**TASK REQUIREMENTS**
Return all lines below containing the word "Nelson".

[Records from a dataset]
━━━━━━

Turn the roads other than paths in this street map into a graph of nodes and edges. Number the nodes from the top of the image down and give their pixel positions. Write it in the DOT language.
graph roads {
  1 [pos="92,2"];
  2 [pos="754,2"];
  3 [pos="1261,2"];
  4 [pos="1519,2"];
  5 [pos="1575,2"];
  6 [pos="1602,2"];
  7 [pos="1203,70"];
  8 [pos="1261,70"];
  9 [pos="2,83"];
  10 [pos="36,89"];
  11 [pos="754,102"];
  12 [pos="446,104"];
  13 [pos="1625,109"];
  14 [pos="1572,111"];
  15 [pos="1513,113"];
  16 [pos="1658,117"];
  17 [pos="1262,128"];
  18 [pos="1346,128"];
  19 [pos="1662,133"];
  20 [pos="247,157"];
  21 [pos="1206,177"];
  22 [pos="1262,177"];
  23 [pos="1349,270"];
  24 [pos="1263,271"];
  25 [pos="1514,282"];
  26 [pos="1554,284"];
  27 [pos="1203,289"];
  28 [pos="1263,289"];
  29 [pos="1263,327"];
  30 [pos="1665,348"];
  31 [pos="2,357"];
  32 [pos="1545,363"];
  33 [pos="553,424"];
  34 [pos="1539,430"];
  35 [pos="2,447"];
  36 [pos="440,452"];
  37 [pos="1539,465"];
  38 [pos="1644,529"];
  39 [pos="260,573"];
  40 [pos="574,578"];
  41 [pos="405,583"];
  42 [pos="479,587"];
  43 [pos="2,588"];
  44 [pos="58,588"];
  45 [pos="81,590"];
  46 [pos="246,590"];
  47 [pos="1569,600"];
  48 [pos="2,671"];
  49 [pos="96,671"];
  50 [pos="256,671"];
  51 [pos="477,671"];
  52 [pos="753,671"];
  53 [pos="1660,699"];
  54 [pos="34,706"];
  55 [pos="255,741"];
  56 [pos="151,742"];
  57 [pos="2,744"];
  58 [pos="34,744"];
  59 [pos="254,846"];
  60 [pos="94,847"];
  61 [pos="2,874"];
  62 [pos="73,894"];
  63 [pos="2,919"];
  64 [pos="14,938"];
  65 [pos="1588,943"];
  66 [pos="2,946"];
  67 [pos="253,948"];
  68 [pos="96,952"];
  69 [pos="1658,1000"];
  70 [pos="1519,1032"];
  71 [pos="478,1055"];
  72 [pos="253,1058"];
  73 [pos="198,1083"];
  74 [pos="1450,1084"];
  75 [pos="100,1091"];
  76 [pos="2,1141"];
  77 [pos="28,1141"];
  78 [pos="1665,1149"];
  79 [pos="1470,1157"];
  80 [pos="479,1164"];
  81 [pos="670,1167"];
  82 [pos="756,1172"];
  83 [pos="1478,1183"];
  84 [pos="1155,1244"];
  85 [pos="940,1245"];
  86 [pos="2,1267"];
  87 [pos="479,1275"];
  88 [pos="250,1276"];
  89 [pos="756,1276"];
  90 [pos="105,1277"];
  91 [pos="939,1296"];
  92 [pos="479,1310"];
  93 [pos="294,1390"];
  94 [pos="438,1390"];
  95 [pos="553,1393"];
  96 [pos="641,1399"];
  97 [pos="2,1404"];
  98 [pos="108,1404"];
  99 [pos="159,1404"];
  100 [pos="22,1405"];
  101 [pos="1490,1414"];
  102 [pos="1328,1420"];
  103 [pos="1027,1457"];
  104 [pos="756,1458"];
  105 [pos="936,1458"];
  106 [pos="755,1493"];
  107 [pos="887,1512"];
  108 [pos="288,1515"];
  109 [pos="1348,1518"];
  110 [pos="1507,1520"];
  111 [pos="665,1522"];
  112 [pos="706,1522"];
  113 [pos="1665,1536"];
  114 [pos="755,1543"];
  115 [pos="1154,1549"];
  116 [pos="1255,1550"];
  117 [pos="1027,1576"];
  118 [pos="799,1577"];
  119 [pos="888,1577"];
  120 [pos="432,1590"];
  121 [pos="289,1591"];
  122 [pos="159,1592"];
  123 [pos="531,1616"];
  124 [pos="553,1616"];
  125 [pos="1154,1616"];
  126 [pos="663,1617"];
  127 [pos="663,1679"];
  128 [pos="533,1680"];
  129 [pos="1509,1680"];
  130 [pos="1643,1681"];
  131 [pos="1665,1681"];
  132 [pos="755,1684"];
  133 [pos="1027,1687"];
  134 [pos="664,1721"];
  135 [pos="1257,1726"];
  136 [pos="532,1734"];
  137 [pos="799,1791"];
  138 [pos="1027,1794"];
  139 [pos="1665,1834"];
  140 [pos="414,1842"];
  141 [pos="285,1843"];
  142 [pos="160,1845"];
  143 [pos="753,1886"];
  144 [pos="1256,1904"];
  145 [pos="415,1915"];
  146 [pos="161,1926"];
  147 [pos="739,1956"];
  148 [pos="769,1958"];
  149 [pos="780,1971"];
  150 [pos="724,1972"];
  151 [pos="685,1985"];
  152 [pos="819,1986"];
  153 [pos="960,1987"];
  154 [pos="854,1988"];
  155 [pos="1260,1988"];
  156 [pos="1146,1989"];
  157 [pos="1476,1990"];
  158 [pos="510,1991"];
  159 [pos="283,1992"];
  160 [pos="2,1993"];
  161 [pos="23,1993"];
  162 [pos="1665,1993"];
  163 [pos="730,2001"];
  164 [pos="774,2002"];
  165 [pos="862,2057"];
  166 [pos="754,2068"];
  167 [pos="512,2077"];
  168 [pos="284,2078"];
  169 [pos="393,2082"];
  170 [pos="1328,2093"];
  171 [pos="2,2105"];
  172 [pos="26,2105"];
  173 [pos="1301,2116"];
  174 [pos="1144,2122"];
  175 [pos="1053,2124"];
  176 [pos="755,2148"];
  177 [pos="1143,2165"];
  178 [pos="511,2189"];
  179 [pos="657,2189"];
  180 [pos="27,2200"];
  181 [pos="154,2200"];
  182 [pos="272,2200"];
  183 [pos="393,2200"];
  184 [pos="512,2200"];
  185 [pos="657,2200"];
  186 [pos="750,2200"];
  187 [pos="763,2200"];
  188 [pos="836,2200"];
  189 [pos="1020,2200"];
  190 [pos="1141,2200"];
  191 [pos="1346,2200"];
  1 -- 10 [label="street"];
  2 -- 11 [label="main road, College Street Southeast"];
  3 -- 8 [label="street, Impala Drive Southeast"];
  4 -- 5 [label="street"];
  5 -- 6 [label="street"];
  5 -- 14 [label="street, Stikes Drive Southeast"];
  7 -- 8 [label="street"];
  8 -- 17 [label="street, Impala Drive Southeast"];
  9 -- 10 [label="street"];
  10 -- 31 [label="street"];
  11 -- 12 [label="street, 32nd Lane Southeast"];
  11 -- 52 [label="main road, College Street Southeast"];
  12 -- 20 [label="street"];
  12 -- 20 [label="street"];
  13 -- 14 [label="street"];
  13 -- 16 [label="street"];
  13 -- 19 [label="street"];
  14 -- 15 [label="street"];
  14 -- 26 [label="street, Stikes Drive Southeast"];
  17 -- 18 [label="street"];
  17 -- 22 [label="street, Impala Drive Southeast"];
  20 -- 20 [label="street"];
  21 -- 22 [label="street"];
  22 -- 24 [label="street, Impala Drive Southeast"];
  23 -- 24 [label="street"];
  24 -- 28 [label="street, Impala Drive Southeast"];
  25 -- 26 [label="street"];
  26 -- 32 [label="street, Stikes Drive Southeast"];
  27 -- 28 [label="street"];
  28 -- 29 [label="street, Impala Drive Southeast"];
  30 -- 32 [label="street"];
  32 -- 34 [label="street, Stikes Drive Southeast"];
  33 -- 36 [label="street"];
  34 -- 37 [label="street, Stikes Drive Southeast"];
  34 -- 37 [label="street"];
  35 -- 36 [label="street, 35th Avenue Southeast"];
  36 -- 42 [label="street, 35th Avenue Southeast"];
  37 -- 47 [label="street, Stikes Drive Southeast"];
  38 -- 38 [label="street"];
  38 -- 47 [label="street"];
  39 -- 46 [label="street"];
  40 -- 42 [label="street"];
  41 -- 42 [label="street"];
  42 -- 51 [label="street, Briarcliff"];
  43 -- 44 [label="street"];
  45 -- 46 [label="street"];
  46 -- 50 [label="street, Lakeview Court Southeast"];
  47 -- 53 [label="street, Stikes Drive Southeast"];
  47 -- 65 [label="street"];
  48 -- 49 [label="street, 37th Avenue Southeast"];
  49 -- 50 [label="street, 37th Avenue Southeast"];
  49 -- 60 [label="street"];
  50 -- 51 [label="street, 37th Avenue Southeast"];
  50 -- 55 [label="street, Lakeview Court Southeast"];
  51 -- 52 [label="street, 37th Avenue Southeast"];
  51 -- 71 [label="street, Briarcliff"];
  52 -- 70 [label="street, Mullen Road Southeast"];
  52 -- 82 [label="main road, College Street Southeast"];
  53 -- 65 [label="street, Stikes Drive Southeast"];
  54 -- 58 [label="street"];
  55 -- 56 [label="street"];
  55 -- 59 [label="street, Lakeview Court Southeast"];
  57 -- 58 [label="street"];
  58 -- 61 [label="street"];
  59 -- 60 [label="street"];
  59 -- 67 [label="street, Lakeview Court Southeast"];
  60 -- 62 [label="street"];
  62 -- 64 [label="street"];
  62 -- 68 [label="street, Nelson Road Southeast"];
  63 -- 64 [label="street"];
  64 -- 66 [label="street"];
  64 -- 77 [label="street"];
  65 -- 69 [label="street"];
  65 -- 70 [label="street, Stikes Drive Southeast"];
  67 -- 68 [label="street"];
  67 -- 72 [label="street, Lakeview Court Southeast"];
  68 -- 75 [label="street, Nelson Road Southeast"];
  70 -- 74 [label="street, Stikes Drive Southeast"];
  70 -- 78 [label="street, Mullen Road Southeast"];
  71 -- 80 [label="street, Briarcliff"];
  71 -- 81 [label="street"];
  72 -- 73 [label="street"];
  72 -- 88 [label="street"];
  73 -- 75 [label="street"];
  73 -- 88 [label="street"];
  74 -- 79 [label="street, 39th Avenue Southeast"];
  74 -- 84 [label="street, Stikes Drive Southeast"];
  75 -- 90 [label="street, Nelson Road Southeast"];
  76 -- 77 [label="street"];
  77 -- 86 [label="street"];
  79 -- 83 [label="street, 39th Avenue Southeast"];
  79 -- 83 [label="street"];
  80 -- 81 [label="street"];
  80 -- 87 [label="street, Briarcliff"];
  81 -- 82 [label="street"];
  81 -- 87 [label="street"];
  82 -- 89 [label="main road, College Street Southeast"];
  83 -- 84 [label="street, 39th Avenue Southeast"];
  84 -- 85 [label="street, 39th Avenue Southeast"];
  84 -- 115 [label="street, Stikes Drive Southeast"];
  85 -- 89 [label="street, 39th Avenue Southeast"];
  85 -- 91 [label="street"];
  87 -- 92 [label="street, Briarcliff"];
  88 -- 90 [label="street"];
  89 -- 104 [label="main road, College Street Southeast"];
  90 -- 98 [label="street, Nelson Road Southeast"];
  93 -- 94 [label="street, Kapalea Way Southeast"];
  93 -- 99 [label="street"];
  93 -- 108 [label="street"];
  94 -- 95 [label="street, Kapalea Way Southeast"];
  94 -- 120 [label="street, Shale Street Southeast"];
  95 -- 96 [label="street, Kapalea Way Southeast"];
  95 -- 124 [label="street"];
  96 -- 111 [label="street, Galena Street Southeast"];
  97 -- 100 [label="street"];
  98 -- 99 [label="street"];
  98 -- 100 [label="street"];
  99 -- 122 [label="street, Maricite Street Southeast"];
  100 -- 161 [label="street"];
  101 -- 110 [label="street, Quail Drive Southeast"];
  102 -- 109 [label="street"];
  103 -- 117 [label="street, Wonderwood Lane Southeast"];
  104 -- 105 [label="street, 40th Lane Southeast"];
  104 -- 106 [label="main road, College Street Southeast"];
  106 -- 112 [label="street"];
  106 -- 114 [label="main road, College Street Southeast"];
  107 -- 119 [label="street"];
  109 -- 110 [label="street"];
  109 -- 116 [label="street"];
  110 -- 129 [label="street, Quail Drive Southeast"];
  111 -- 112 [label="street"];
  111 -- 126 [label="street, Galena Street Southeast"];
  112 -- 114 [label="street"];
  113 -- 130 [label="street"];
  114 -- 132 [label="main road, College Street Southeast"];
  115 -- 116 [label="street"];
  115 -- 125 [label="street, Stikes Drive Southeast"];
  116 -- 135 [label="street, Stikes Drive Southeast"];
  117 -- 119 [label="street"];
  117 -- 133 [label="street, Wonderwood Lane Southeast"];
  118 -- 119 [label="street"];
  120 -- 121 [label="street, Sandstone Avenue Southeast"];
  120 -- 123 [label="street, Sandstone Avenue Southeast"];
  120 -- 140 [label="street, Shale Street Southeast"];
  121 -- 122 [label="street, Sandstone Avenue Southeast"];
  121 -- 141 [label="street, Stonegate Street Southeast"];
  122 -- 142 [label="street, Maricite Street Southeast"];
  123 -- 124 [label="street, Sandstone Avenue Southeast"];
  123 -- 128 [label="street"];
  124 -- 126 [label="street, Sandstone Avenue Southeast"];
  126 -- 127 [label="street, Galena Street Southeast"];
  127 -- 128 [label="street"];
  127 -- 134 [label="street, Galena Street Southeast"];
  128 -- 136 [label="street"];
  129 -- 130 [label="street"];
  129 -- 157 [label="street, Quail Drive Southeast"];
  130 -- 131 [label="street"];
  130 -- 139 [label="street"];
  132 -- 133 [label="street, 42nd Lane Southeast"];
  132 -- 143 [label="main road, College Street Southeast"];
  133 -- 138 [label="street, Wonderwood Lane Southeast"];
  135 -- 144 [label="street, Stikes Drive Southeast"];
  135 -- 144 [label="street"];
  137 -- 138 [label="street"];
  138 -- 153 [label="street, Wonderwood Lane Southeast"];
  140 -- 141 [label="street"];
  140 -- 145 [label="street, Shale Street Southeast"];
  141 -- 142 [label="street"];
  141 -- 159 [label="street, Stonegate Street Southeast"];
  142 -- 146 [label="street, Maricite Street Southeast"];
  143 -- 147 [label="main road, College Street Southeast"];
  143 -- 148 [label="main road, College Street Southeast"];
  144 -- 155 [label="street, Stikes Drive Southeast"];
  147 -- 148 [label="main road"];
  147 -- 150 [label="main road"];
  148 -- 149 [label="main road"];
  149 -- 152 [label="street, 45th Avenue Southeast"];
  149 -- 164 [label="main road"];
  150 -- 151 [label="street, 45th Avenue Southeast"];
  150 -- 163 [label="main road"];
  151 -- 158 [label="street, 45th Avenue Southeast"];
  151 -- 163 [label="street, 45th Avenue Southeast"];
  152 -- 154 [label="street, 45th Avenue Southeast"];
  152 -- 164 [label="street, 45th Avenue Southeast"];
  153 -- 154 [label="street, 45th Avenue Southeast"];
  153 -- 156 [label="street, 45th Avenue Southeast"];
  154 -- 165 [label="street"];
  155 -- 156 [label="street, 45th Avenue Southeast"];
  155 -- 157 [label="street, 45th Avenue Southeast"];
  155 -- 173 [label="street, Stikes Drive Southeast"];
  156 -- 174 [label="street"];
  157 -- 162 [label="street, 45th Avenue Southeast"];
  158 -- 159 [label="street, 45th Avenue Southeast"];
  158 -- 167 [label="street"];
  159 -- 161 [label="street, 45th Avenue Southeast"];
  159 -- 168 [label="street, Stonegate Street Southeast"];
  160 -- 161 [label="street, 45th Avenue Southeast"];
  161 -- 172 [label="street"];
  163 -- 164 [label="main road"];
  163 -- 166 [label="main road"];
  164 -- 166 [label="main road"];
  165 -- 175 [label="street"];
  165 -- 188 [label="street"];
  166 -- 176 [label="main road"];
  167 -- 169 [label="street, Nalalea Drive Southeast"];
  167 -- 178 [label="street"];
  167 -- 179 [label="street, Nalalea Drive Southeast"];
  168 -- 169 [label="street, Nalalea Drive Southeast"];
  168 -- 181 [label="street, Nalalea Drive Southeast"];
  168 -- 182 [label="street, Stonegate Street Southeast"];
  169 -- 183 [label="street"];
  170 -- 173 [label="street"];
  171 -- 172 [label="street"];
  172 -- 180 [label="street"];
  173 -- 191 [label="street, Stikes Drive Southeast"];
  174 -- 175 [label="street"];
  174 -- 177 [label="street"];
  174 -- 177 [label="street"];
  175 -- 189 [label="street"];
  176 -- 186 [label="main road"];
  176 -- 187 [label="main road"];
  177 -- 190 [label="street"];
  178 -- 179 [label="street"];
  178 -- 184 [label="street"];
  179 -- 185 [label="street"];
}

━━━━━━

**THE COMPLETED TASK**
  62 -- 68 [label="street, Nelson Road Southeast"];
  68 -- 75 [label="street, Nelson Road Southeast"];
  75 -- 90 [label="street, Nelson Road Southeast"];
  90 -- 98 [label="street, Nelson Road Southeast"];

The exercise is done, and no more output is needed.